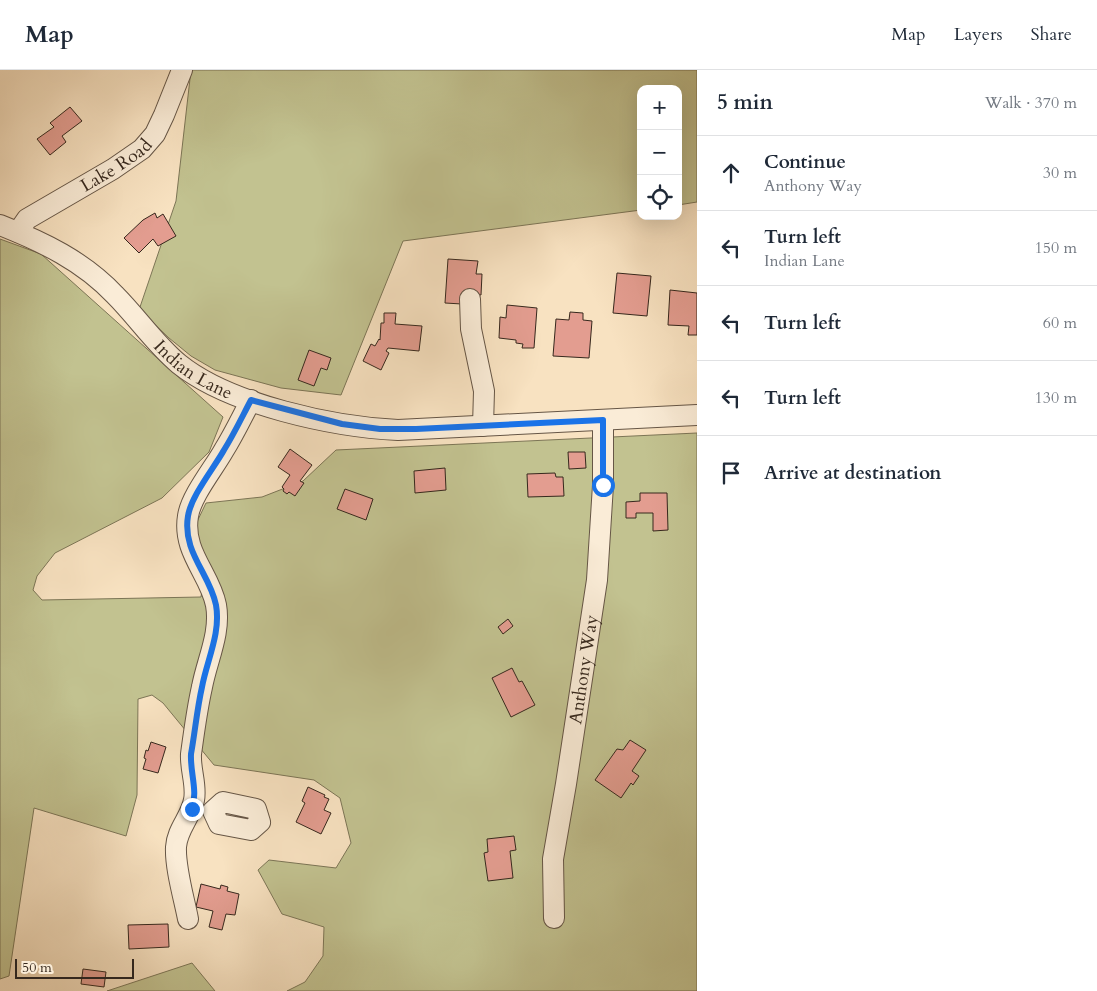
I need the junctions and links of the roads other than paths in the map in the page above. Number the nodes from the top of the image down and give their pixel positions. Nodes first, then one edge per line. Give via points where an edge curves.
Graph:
1 (182, 70) edge
2 (9, 228) edge
3 (470, 299) dead end
4 (251, 400) junction
5 (697, 415) edge
6 (603, 420) junction
7 (483, 426) junction
8 (192, 806) junction
9 (213, 811) dead end
10 (554, 918) dead end
11 (188, 919) dead end

1 - 2 street, Lake Road via 161,121 142,149
2 - 4 street, Indian Lane via 73,259 101,281 180,365 209,383
3 - 7 street via 471,330 484,391
4 - 7 street, Indian Lane via 361,427 398,430
4 - 8 street via 188,516 192,554 212,593 217,616 191,754 195,794
5 - 6 street, Indian Lane
6 - 7 street, Indian Lane
6 - 10 street, Anthony Way via 603,485 596,580 553,859
8 - 9 street
8 - 11 street via 176,846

▶ **Work to complete**
Your copy should match the entries above exactly and contain no pictures.

▶ **Result for this exercise**
I need the junctions and links of the roads other than paths in the map in the page above. Number the nodes from the top of the image down and give their pixel positions. Nodes first, then one edge per line. Give via points where an edge curves.
Graph:
1 (182, 70) edge
2 (9, 228) edge
3 (470, 299) dead end
4 (251, 400) junction
5 (697, 415) edge
6 (603, 420) junction
7 (483, 426) junction
8 (192, 806) junction
9 (213, 811) dead end
10 (554, 918) dead end
11 (188, 919) dead end

1 - 2 street, Lake Road via 161,121 142,149
2 - 4 street, Indian Lane via 73,259 101,281 180,365 209,383
3 - 7 street via 471,330 484,391
4 - 7 street, Indian Lane via 361,427 398,430
4 - 8 street via 188,516 192,554 212,593 217,616 191,754 195,794
5 - 6 street, Indian Lane
6 - 7 street, Indian Lane
6 - 10 street, Anthony Way via 603,485 596,580 553,859
8 - 9 street
8 - 11 street via 176,846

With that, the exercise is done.